Sur le palier, d'Harmental rencontra l'abbé Brigaud qui venait faire sa visite quotidienne à madame Denis. L'abbé demanda au chevalier s'il remontait chez lui, et, sur sa réponse affirmative, lui annonça qu'en sortant de chez madame Denis, il grimperait jusqu'à son quatrième étage. D'Harmental, qui ne comptait pas sortir de la journée, lui promit de l'attendre.

En rentrant chez lui, d'Harmental alla droit à la fenêtre.

Rien n'était changé chez sa voisine: les rideaux scrupuleusement tirés interceptaient jusqu'à la plus petite ouverture par laquelle le regard pouvait pénétrer. Décidément c'était un parti pris. D'Harmental résolut d'employer un dernier moyen qu'il avait réservé pour sa suprême ressource. Il se mit à son piano, et, après un brillant prélude, chanta, sur un accompagnement de sa façon, l'air de la cantate de la Nuit, qu'il avait entendue la veille, et qui, depuis la première jusqu'à la dernière note, était restée dans son souvenir. Mais quoique, tout en chantant, son regard ne perdît point de vue l'inexorable fenêtre, tout resta muet et immobile; la chambre d'en face n'avait plus d'écho.

Mais en manquant l'effet auquel il s'attendait, d'Harmental en avait produit un autre auquel il ne s'attendait pas.

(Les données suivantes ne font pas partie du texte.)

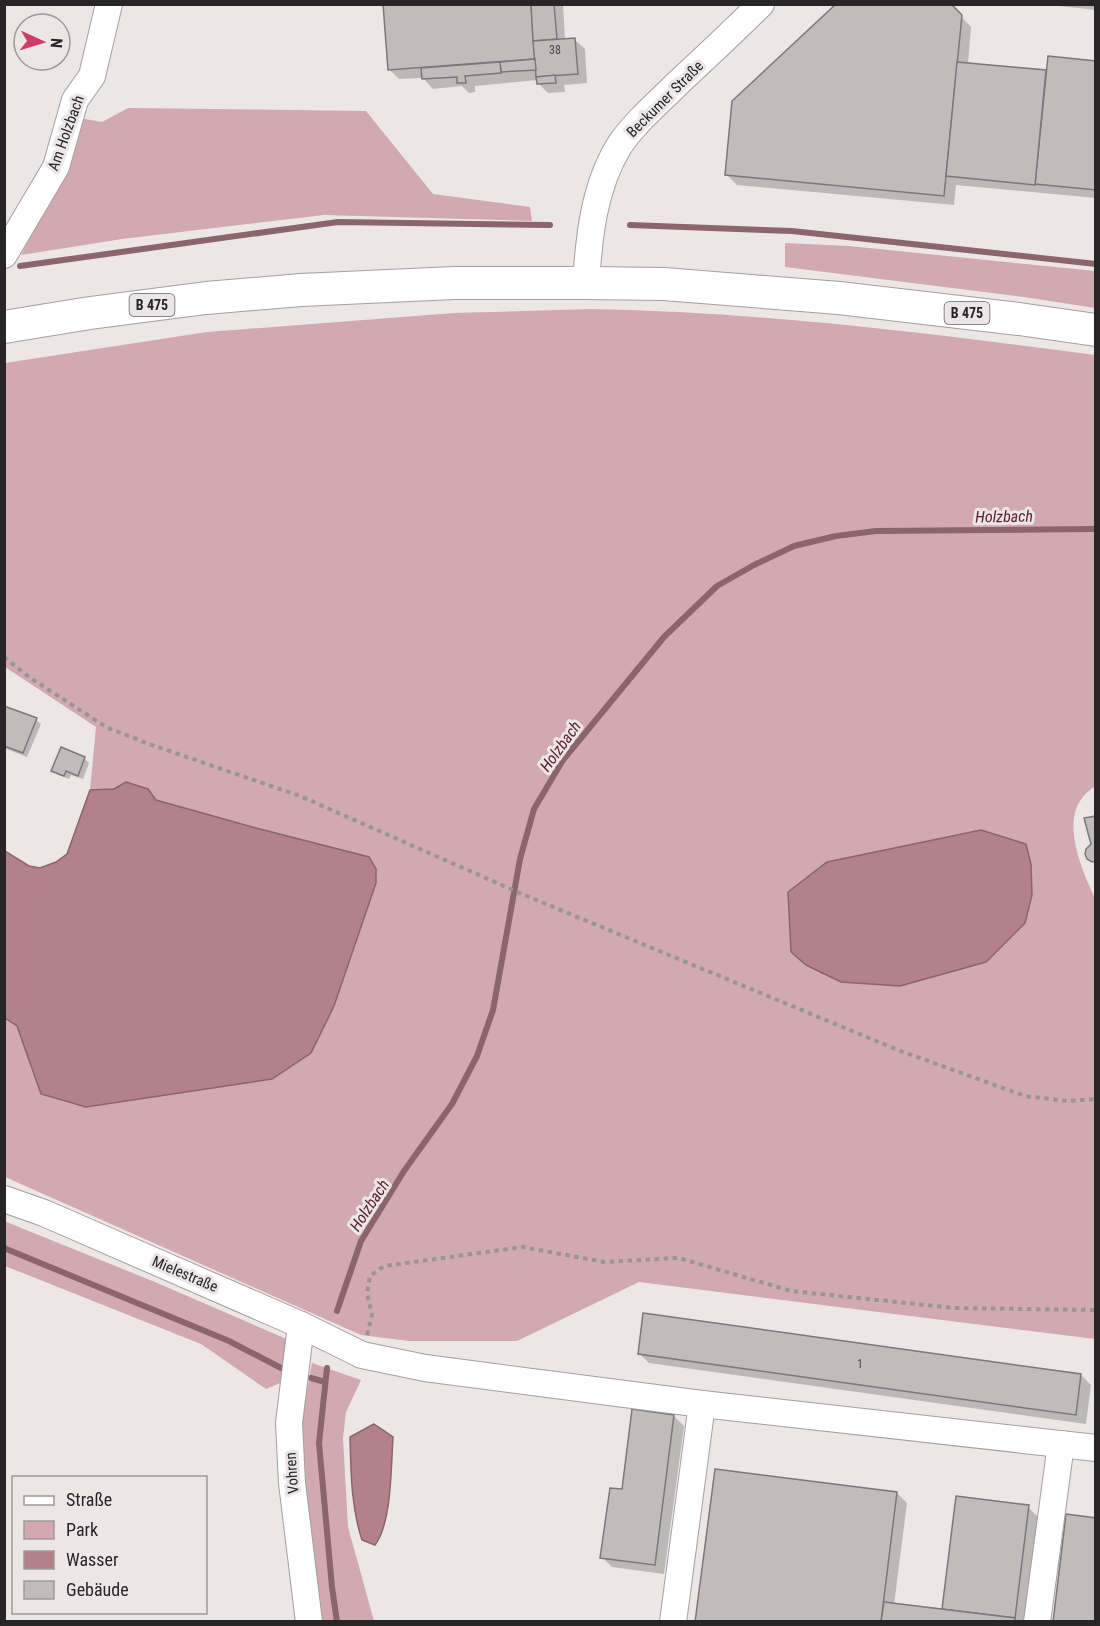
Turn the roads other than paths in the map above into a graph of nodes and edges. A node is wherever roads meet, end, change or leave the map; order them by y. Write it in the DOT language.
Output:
graph roads {
  1 [pos="109,4"];
  2 [pos="761,4"];
  3 [pos="4,255"];
  4 [pos="586,283"];
  5 [pos="4,327"];
  6 [pos="1095,330"];
  7 [pos="4,1199"];
  8 [pos="300,1325"];
  9 [pos="702,1404"];
  10 [pos="1061,1444"];
  11 [pos="1095,1448"];
  12 [pos="309,1622"];
  13 [pos="673,1622"];
  14 [pos="1037,1622"];
  1 -- 3 [label="street, Am Holzbach"];
  2 -- 4 [label="street, Beckumer Straße"];
  4 -- 5 [label="main road, B 475"];
  4 -- 6 [label="main road, B 475"];
  7 -- 8 [label="street, Mielestraße"];
  8 -- 9 [label="street, Mielestraße"];
  8 -- 12 [label="street, Vohren"];
  9 -- 10 [label="street, Mielestraße"];
  9 -- 13 [label="street"];
  10 -- 11 [label="street, Mielestraße"];
  10 -- 14 [label="street"];
}
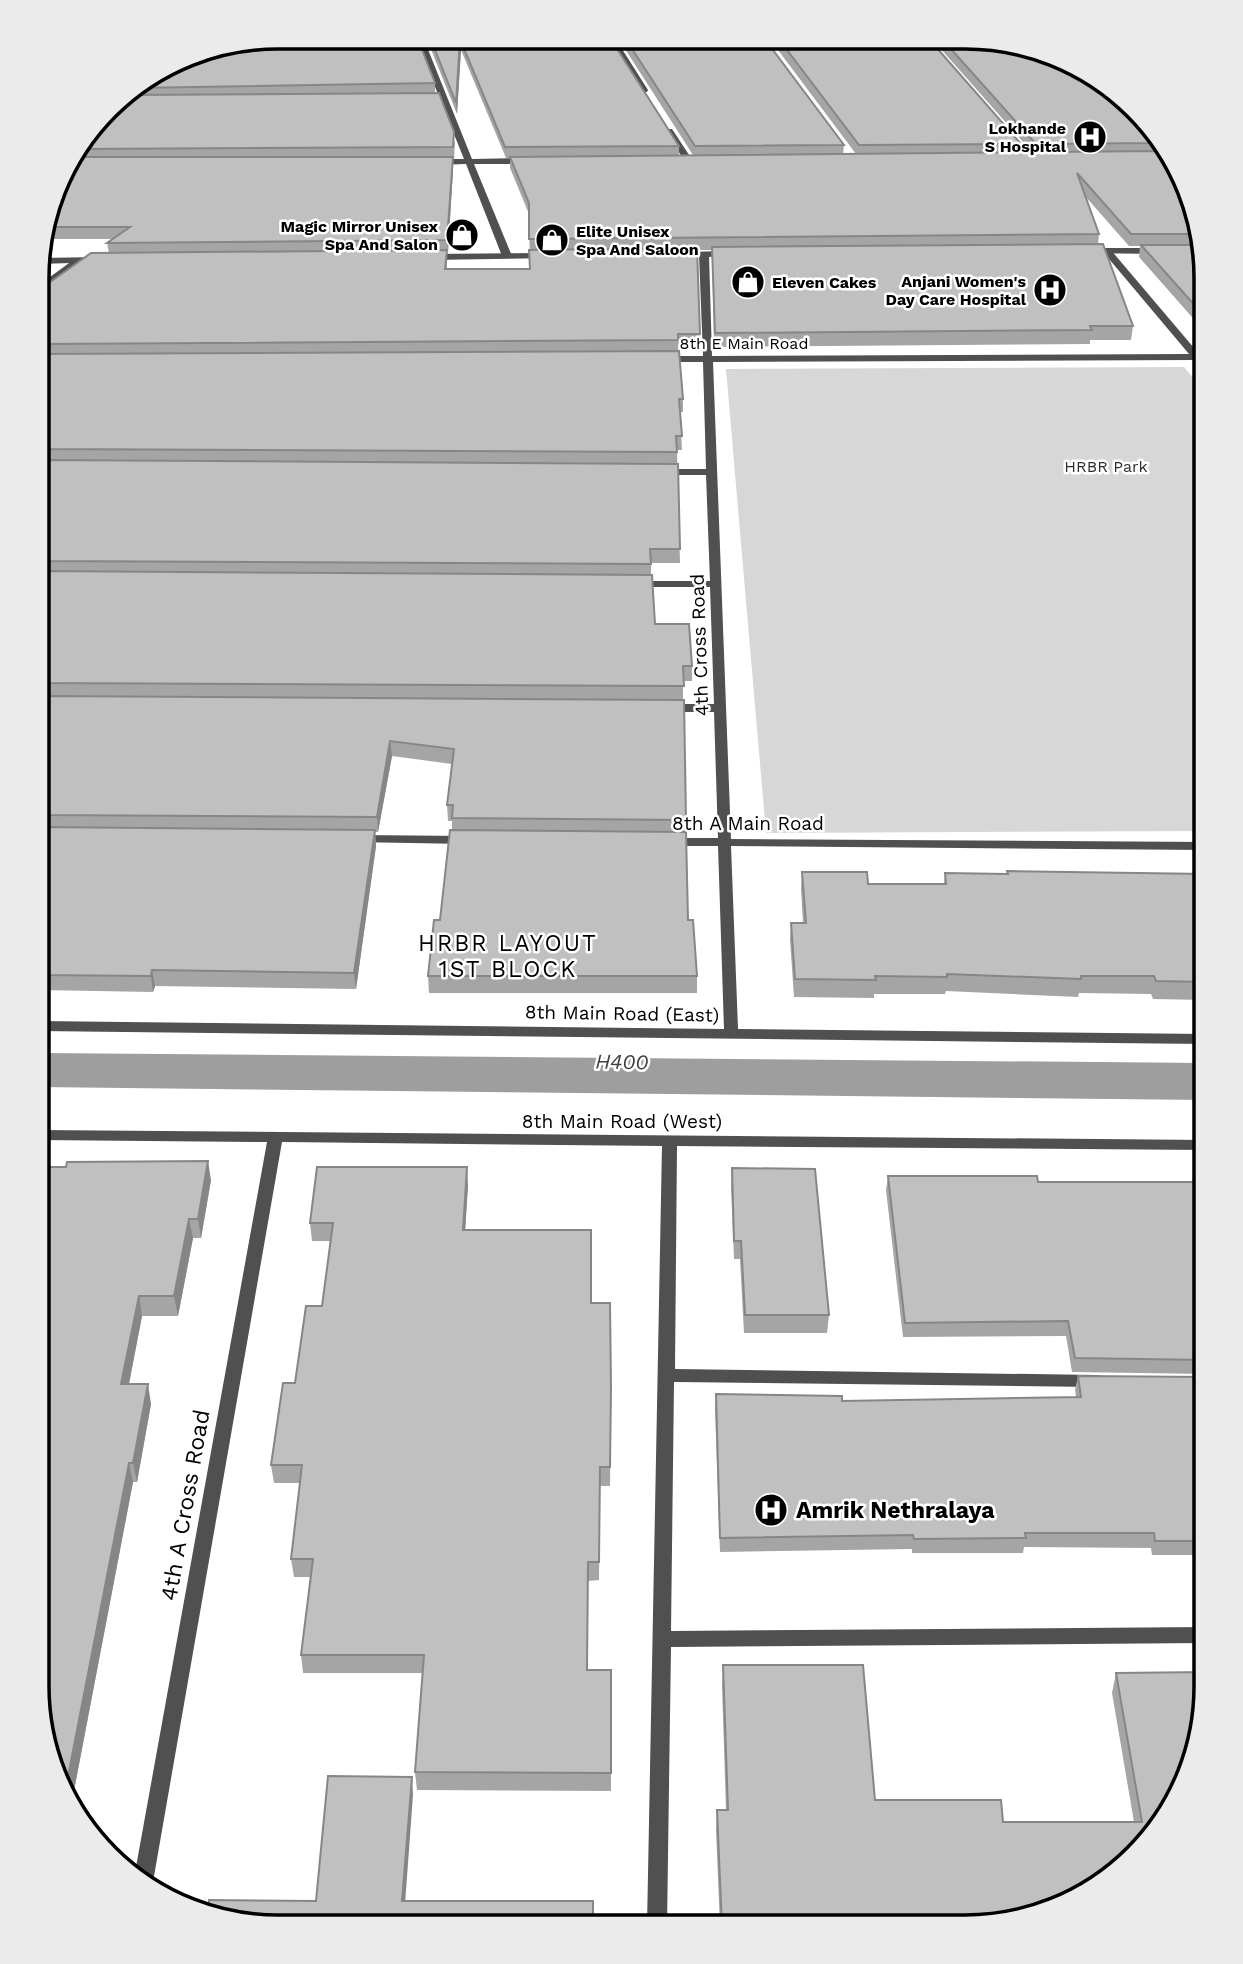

En achevant la dernière mesure, il entendit des applaudissements retentir derrière lui, il se retourna et aperçut l'abbé Brigaud.

– Ah! c'est vous l'abbé! dit d'Harmental en se levant et en allant fermer vivement sa fenêtre. Diable! je ne vous savais pas si grand mélomane.

– Ni vous si bon musicien. Peste! mon cher pupille, une cantate que vous avez entendue une fois, c'est merveilleux!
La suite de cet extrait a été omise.